Rajan, Viral call for a major overhaul of banking system2 min read . Updated: 22 Sep 2020, 07:04 AM IST
Key suggestions include privatization of state-owned lenders and the creation of a bad bank
Former Reserve Bank of India governor Raghuram Rajan and former deputy governor Viral Acharya have called for winding down of the department of financial services, privatization of state-owned banks and creation of a bad bank as part of the reforms for India’s banking industry.
The current status quo is untenable and there is a need for reforming the banking industry so that it does not become a drain on government resources but an engine of growth, Rajan and Acharya said in a research paper titled Indian Banks: A Time to Reform, released on Monday. This is more so because of the enormous strain on government finances from the slow growth pre-covid and the subsequent effects of the pandemic.
The transformation of the banking sector will not happen through incremental reforms. “The status quo is fiscally untenable," the paper said. The covid-19 pandemic is likely to increase loan losses greater than what the government can pay, it said.
The reform of public sector banks (PSBs) in the last six years by the Union government led by Prime Minister Narendra Modi has been a still-born effort, the authors noted. The failure in implementing the P.J. Nayak Committee report in 2014 or the suggestions made at the Gyan Sangam in early 2015 to set up the Banks Board Bureau for appointments, show lack of steady political support, they said.
The government gets enormous power from directing bank lending, the paper noted. This is exercised to advance public goals such as financial inclusion or infrastructure finance and is sometimes used to offer patronage to, or exercise control over, industrialists, it said.
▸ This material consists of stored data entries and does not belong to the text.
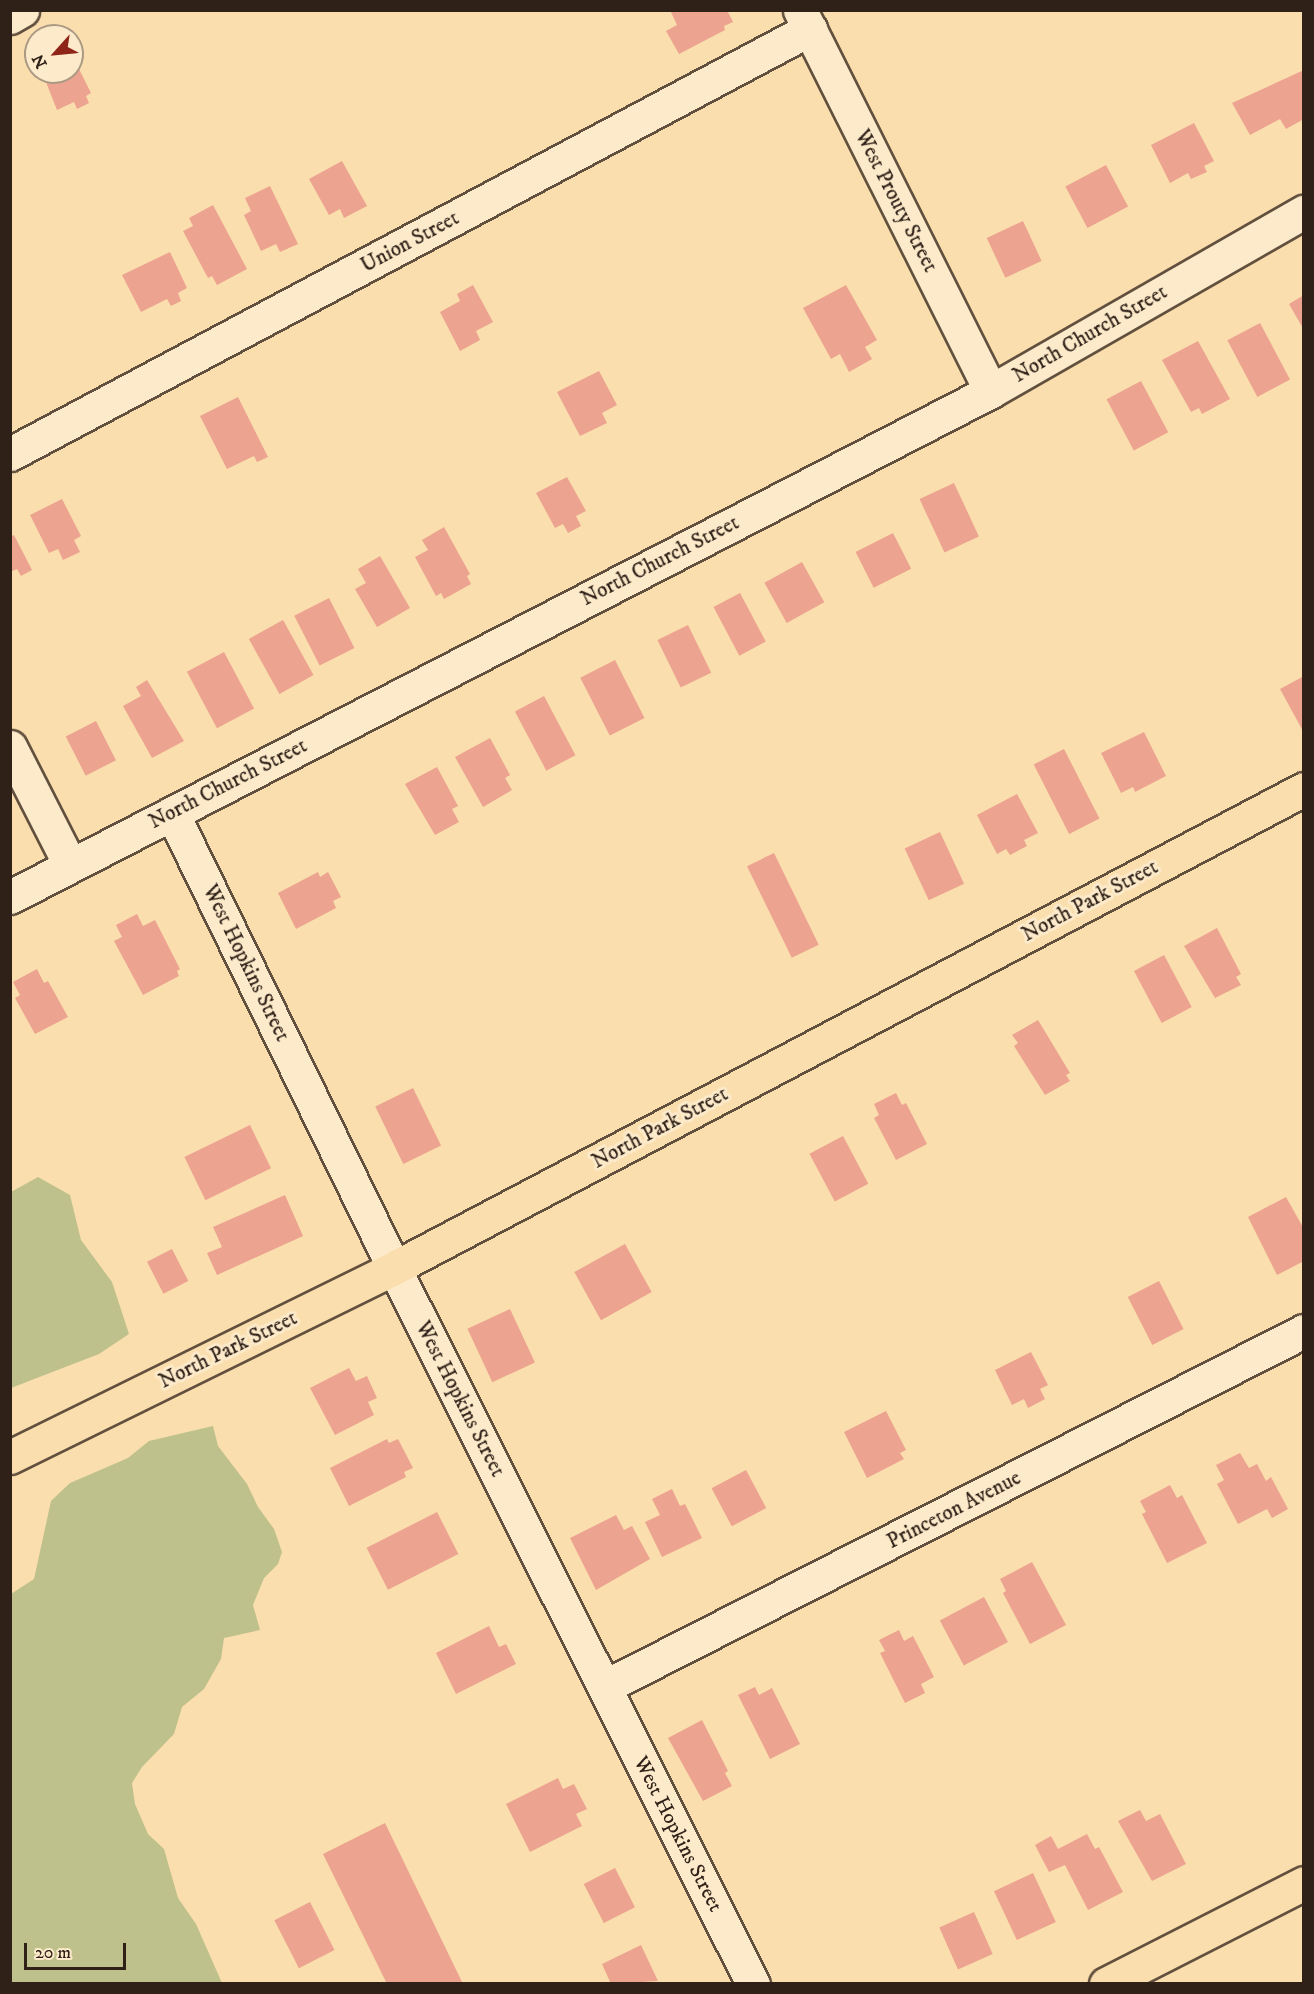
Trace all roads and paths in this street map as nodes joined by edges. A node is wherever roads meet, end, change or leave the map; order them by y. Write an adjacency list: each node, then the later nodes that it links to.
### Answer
1 (22, 10): 2 (street)
2 (10, 17)
3 (805, 20): 5 (street, West Prouty Street); 6 (street, Union Street)
4 (1304, 212): 5 (street, North Church Street)
5 (991, 391): 9 (street, North Church Street)
6 (10, 454)
7 (10, 747): 10 (street)
8 (1304, 789): 12 (main road, North Park Street)
9 (172, 813): 10 (street, North Church Street); 12 (street, West Hopkins Street)
10 (70, 865): 11 (street, North Church Street)
11 (10, 897)
12 (394, 1268): 14 (main road, North Park Street); 15 (street, West Hopkins Street)
13 (1304, 1331): 15 (street, Princeton Avenue)
14 (10, 1456)
15 (604, 1687): 17 (street, West Hopkins Street)
16 (1304, 1883): 18 (main road)
17 (753, 1983)
18 (1106, 1983)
“Winding down the department of financial services in the ministry of finance is essential, both as an affirmative signal of the intent to grant bank boards and management independence and as a commitment not to engage in ‘mission creep’ when compulsions arise to use banks for serving costly social or political objectives," the paper said.
The former central bankers also noted that the government gets access to an enormous amount of sensitive information through its state ownership. This is evident as the identity of purchasers of electoral bonds is known only to the State Bank of India.
The paper suggested several measures to improve the performance of state-run banks but noted that many of them have been made by committees such as the Narasimham and Nayak panels. However, it called for improving the operational performance of banks through the creation of a holding company structure and incentivizing senior management with better pay and longer tenure.
The paper also recommended the dilution of government stake in PSBs to below 50% along with reprivatization of these banks by bringing in private investors and automatic dilution.
“Our proposals, taken together, will move the needle significantly on Indian banking. They are not, however, revolutionary… There are strong interests against change, which is why many would-be reformers are cynical… We are more optimistic that a middle road is achievable, given that the greatest stumbling block has been the government, the bureaucracy, and the interests within it," the paper said.